Modeling wave-vegetation interactions: the impact of seagrass flexibility and seasonal variability

Abstract. This study delves into the intricate dynamics between wave activity and marine vegetation, focusing on Posidonia oceanica meadows in the Mediterranean Sea along the Civitavecchia coastal zone (north-eastern Tyrrhenian Sea, Italy). Traditional modeling approaches often oversimplify wave-vegetation interactions and overlook the necessity for robust in-situ observational systems, which can lead to inadequate representations of the dynamic environments where seagrasses thrive. The Digital Twin modelling framework presents a compelling solution, offering comprehensive insights that enhance decision-making for coastal management. We advance wave-vegetation modeling by integrating a refined seagrass representation that encompasses flexibility, seasonal growth dynamics, and phenotypic traits, all informed by site-specific measurements. Applying this model to the Civitavecchia coast demonstrated that integrating observed seasonal variability into the numerical model was crucial for obtaining realistic results.

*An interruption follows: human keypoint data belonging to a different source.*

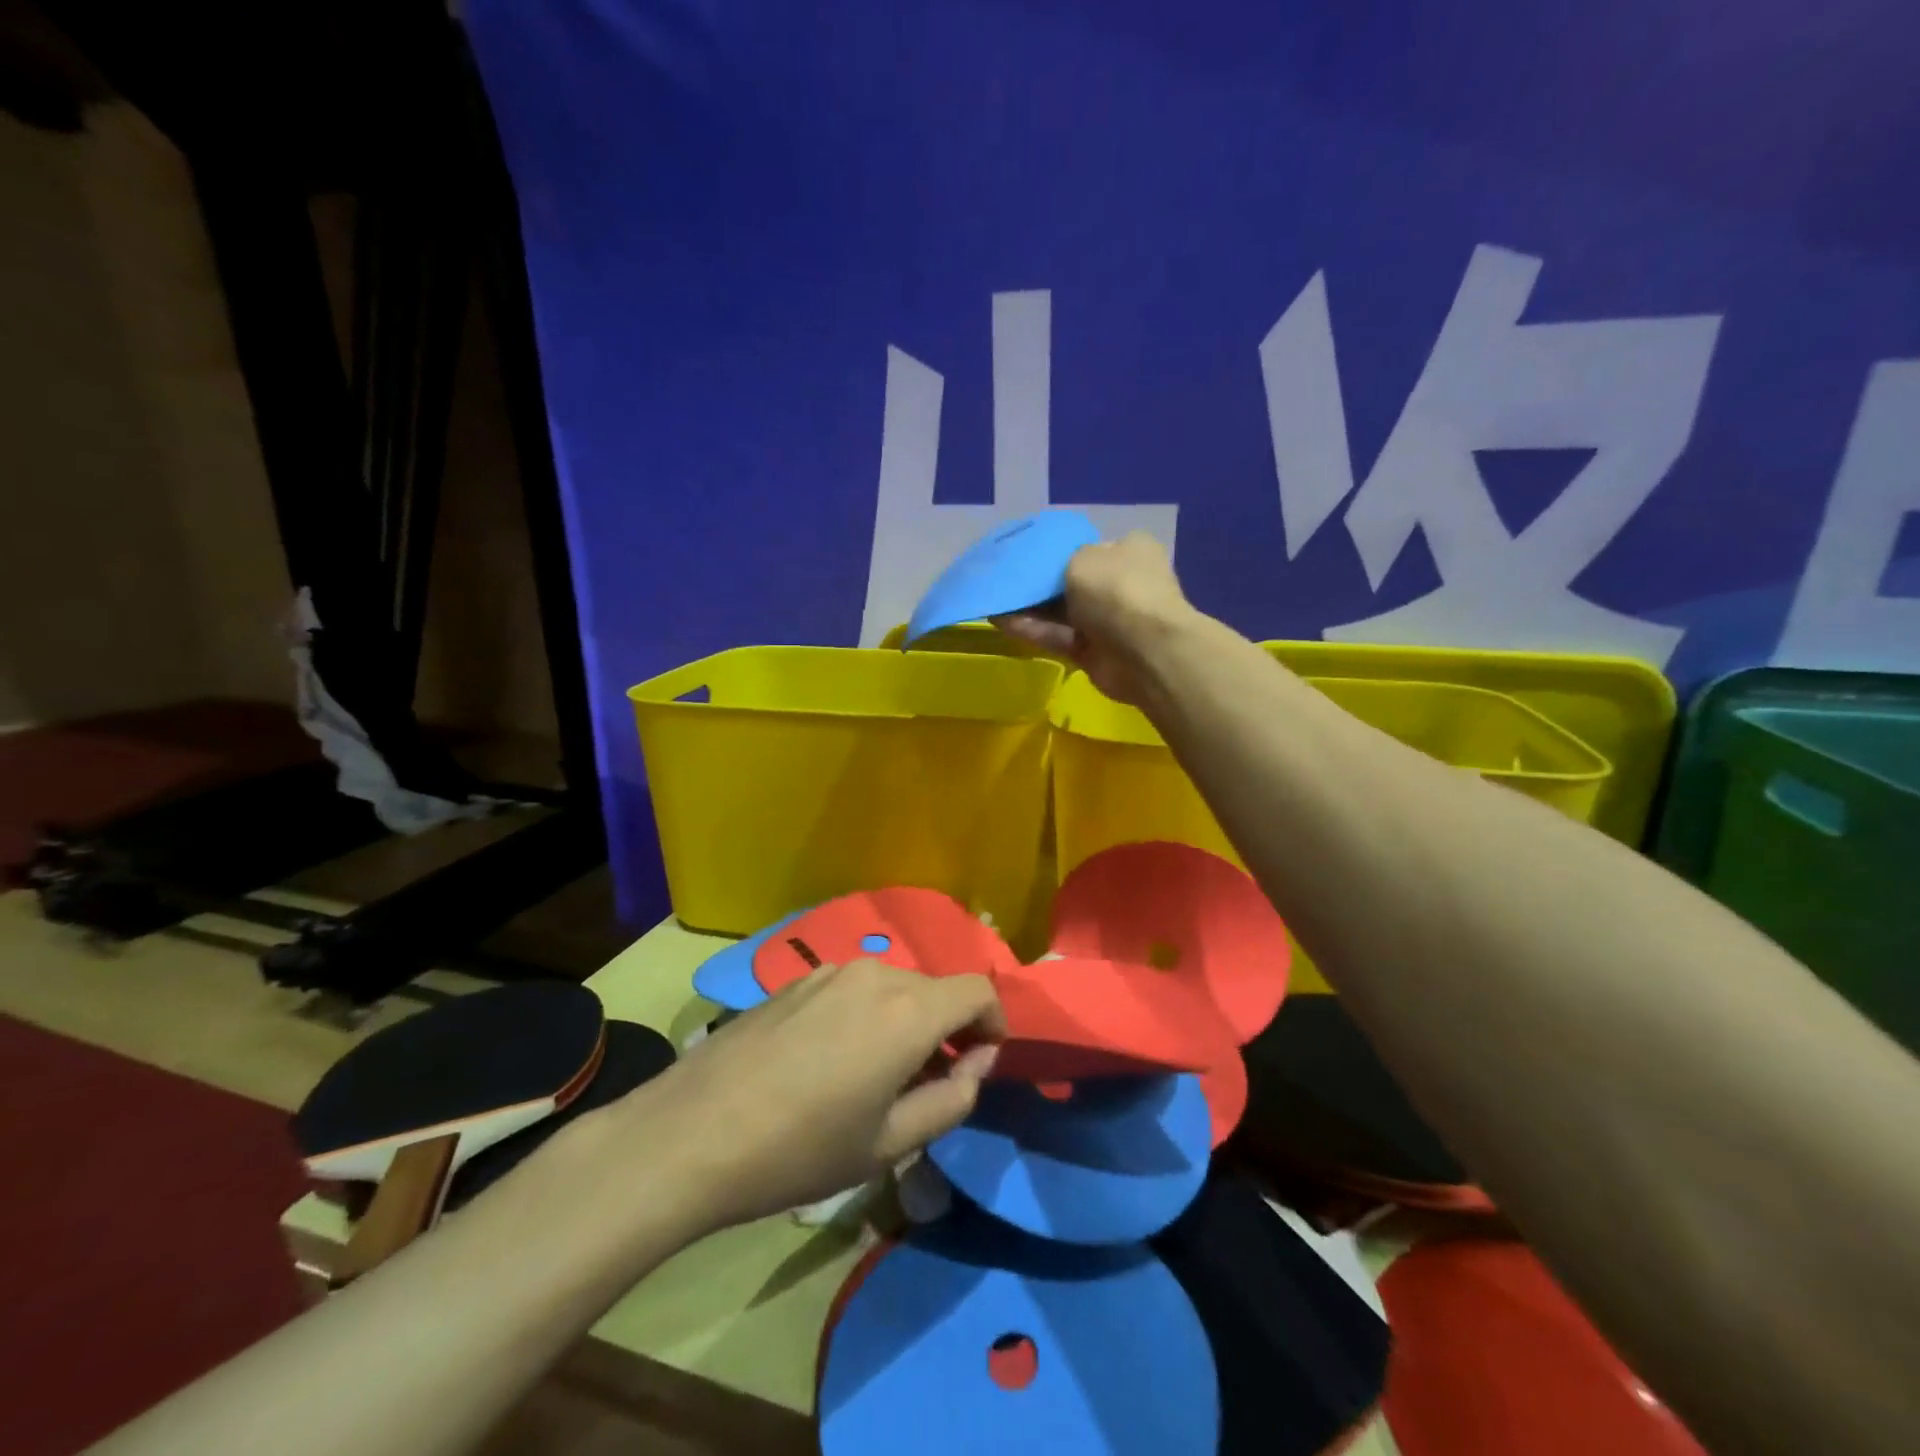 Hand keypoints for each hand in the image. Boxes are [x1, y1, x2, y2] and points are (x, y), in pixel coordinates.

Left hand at [625, 960, 1004, 1232]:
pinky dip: (866, 1014)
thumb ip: (951, 1099)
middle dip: (947, 1028)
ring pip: (892, 987)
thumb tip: (974, 1062)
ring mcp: (830, 971)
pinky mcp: (796, 979)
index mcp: (908, 1010)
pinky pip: (853, 988)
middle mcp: (875, 974)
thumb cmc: (801, 1149)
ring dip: (904, 1021)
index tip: (978, 1063)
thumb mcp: (890, 1144)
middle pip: (934, 989)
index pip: (977, 990)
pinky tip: (829, 1061)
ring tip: (875, 1076)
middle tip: (928, 1084)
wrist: (692, 1133)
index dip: (992, 1023)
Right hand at [996, 532, 1195, 703]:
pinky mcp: (1092, 651)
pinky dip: (1032, 629)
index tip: (1025, 554)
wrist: (1144, 652)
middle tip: (1002, 578)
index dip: (1057, 550)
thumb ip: (1061, 561)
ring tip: (992, 599)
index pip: (1088, 547)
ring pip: (1061, 611)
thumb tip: (1059, 573)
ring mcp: (1107, 620)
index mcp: (1128, 551)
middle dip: (1039, 582)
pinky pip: (1058, 636)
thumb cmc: (1117, 590)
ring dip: (1029, 607)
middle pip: (1072, 581)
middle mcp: (1120, 583)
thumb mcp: (1082, 558)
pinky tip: (1000, 621)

This revealed a mean monthly wave damping capacity variation of up to 10 %, intricately driven by seasonal growth dynamics. Spatial assessments unveiled wave height reductions ranging from 10 % to 40 %, with an average attenuation of 18 % across Sites of Community Importance and 24 % for seagrass traits over rocky substrate. These findings offer valuable insights into the role of seagrasses as nature-based solution, facilitating more effective coastal management strategies and guiding restoration efforts in vulnerable marine ecosystems.